**Dataset extract**
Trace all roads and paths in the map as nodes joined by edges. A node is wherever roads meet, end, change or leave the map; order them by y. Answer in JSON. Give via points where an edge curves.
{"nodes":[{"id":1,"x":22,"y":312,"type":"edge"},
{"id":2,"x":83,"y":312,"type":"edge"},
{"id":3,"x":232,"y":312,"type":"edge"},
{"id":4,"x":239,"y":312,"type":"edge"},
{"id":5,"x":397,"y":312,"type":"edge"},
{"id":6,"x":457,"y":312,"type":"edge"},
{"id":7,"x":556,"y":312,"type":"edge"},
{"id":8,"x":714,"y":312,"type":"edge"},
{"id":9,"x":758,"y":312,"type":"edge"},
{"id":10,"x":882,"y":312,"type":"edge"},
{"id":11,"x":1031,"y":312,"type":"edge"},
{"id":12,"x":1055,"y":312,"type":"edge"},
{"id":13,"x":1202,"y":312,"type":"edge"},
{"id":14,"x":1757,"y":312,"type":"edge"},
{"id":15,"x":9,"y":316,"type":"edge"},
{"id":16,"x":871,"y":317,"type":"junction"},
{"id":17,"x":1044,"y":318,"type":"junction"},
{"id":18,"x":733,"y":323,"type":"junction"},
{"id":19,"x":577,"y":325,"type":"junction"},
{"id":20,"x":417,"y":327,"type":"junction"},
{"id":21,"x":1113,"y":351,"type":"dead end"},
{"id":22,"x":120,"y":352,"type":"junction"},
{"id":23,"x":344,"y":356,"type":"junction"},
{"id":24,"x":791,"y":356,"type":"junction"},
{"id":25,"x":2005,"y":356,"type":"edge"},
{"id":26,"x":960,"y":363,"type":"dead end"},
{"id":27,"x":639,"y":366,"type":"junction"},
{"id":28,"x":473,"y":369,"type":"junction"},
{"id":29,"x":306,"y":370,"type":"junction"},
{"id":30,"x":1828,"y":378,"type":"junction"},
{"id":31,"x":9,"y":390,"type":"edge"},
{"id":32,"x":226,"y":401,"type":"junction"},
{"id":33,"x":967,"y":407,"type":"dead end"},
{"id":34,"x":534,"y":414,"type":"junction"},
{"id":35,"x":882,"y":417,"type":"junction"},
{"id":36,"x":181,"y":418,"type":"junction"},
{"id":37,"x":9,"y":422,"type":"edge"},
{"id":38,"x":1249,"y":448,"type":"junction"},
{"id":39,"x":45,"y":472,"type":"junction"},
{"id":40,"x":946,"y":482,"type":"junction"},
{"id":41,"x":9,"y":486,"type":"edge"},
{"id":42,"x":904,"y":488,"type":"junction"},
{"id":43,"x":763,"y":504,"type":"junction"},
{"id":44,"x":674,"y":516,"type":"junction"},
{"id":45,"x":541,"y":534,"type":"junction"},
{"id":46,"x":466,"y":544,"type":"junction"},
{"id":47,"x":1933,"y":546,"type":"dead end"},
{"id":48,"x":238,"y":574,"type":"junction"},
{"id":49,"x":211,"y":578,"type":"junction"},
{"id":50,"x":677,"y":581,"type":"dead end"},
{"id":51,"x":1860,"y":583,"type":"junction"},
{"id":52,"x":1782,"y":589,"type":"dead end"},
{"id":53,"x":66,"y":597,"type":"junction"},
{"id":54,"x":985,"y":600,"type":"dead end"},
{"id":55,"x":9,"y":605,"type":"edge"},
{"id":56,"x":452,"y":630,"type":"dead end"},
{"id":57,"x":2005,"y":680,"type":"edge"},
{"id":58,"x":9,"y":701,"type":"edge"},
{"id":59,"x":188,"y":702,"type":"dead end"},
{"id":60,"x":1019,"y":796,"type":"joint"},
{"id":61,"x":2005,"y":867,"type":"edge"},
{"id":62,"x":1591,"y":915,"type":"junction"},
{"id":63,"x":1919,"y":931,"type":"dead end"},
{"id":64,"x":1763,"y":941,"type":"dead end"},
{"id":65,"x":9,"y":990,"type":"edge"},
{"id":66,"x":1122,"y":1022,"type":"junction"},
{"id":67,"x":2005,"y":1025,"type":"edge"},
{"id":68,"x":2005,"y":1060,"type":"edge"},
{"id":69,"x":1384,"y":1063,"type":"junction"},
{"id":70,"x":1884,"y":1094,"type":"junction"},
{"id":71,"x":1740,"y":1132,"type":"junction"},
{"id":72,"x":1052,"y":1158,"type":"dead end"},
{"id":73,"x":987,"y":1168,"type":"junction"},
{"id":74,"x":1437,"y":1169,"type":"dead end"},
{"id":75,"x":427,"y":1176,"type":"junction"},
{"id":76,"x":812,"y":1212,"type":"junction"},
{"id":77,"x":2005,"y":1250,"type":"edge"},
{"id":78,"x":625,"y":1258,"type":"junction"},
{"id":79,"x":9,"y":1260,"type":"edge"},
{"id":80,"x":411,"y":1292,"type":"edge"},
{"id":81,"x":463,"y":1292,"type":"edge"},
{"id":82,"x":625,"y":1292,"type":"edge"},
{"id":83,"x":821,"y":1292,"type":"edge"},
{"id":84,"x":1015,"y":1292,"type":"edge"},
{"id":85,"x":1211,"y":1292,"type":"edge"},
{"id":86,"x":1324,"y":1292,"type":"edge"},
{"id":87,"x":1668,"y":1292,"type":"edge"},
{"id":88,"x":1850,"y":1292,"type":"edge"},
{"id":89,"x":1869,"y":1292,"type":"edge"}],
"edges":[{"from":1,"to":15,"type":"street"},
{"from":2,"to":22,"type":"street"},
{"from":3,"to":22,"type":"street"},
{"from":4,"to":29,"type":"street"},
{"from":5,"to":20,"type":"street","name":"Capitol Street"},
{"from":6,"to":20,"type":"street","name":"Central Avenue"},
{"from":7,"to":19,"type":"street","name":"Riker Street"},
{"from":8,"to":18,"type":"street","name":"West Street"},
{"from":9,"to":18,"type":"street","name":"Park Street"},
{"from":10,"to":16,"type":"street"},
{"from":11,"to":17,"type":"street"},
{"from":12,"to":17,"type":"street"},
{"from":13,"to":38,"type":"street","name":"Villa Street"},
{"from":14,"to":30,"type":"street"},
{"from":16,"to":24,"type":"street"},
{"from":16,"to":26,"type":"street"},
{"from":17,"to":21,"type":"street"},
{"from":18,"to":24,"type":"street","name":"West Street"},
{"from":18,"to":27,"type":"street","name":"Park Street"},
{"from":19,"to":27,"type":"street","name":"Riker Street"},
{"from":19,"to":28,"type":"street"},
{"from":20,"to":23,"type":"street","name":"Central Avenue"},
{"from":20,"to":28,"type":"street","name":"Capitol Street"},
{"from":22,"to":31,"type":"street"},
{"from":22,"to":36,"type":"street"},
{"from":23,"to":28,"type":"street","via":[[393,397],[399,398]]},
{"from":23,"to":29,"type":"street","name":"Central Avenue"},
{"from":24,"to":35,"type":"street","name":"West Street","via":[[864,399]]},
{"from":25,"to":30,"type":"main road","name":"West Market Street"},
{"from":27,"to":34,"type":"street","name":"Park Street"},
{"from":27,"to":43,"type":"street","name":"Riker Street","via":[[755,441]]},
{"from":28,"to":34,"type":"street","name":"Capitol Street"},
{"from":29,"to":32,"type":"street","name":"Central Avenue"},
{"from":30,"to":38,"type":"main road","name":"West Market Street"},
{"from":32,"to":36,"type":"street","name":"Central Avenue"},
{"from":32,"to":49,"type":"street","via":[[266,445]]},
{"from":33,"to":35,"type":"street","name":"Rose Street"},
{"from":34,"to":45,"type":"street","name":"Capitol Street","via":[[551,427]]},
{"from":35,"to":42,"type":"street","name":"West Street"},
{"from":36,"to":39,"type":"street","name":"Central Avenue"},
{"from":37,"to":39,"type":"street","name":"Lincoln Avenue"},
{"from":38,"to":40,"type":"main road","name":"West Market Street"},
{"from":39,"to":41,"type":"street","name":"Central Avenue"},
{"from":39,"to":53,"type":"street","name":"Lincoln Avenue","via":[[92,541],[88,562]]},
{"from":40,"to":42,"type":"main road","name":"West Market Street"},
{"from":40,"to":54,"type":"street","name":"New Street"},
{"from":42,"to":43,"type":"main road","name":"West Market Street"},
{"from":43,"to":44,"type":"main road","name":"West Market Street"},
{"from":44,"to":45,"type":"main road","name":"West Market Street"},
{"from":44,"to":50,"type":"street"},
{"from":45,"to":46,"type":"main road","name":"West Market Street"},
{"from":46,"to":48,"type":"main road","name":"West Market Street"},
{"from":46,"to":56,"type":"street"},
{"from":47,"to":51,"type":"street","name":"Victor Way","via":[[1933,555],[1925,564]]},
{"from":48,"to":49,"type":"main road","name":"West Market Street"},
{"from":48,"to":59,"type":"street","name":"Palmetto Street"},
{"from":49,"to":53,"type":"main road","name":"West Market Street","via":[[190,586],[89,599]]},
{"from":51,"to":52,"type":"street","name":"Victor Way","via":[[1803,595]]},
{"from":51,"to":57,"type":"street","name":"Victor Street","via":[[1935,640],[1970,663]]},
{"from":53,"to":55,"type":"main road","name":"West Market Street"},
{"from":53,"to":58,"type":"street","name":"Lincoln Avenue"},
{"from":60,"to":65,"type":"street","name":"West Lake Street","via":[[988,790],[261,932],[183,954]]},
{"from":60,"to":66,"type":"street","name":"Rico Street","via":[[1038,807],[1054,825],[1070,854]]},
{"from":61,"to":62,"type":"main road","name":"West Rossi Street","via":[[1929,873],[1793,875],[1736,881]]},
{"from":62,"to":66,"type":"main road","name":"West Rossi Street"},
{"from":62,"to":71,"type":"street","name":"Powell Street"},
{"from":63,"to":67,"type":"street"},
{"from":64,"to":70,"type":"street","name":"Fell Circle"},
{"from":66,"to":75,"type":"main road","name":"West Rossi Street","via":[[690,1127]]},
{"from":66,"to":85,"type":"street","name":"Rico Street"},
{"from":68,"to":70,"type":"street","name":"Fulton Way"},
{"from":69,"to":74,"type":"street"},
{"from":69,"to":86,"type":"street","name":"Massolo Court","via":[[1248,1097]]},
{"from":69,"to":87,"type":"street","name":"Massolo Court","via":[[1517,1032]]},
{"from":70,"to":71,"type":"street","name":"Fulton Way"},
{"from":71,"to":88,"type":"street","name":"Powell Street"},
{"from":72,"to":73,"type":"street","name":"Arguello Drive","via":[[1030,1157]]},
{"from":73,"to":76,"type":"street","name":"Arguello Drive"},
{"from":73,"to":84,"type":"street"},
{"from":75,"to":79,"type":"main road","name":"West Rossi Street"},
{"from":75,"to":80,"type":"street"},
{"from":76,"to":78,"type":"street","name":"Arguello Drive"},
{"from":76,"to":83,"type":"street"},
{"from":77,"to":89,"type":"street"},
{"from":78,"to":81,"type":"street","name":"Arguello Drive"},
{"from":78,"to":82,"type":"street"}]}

**Activity**
Copy each line above containing the string "Arguello".

**Output below**
{"from":72,"to":73,"type":"street","name":"Arguello Drive","via":[[1030,1157]]},
{"from":73,"to":76,"type":"street","name":"Arguello Drive"},
{"from":76,"to":78,"type":"street","name":"Arguello Drive"},
{"from":78,"to":81,"type":"street","name":"Arguello Drive"},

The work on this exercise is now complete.